Brief:
Once you reach the line that contains "Give me a JSON", retype it and every line after it exactly, ending with the last line of the entries.
BEGIN Data records
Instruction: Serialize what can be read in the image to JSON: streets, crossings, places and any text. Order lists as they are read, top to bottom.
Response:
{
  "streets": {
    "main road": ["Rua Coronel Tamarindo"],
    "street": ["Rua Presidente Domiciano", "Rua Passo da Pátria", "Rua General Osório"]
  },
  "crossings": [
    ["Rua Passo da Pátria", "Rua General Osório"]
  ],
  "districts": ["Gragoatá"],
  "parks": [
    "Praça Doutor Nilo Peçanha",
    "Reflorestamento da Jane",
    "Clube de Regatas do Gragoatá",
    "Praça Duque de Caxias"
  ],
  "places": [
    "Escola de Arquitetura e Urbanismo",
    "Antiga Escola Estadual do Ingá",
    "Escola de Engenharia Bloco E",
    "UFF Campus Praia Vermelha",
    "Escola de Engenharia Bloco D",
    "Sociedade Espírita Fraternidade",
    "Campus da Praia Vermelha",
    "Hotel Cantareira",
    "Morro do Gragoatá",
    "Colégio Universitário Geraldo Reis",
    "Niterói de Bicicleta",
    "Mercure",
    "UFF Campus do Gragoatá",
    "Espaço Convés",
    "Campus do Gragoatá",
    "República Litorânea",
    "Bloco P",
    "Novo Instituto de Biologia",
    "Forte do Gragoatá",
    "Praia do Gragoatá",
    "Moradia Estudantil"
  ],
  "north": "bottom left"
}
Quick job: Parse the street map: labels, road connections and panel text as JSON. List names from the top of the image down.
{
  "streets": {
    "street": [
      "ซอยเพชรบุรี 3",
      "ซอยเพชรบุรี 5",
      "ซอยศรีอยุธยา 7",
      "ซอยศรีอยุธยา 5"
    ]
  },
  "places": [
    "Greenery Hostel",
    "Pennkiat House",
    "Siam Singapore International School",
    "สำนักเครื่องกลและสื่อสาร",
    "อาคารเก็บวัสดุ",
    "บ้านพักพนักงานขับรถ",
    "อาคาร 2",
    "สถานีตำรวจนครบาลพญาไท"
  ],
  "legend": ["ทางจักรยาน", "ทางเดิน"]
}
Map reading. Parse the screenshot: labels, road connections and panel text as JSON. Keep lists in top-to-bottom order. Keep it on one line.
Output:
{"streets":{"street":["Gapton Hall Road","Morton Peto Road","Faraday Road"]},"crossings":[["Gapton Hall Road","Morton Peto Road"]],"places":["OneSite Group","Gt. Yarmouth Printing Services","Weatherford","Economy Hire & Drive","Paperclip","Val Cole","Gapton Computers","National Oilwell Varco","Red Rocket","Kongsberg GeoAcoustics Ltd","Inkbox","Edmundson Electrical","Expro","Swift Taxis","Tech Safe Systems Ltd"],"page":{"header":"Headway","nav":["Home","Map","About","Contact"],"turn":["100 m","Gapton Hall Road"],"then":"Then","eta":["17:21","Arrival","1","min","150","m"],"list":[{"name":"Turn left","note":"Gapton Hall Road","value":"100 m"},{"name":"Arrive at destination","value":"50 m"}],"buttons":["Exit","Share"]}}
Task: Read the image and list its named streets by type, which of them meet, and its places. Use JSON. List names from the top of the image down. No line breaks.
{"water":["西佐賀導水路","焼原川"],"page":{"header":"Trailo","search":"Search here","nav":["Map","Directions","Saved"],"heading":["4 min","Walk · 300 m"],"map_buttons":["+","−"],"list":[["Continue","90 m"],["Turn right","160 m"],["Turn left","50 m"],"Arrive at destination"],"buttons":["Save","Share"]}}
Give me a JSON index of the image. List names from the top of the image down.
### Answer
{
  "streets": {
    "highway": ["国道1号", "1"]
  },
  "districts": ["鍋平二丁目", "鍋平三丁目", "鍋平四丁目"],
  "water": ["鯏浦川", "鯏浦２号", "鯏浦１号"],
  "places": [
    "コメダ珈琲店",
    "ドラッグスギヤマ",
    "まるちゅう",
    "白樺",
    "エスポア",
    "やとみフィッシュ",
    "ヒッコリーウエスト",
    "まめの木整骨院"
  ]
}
END Data records
Answer for the task:
Give me a JSON index of the image. List names from the top of the image down.
### Answer
{
  "streets": {
    "highway": ["国道1号", "1"]
  },
  "districts": ["鍋平二丁目", "鍋平三丁目", "鍋平四丁目"],
  "water": ["鯏浦川", "鯏浦２号", "鯏浦１号"],
  "places": [
    "コメダ珈琲店",
    "ドラッグスギヤマ",
    "まるちゅう",
    "白樺",
    "エスポア",
    "やとみフィッシュ",
    "ヒッコリーウエスト",
    "まめの木整骨院"
  ]
}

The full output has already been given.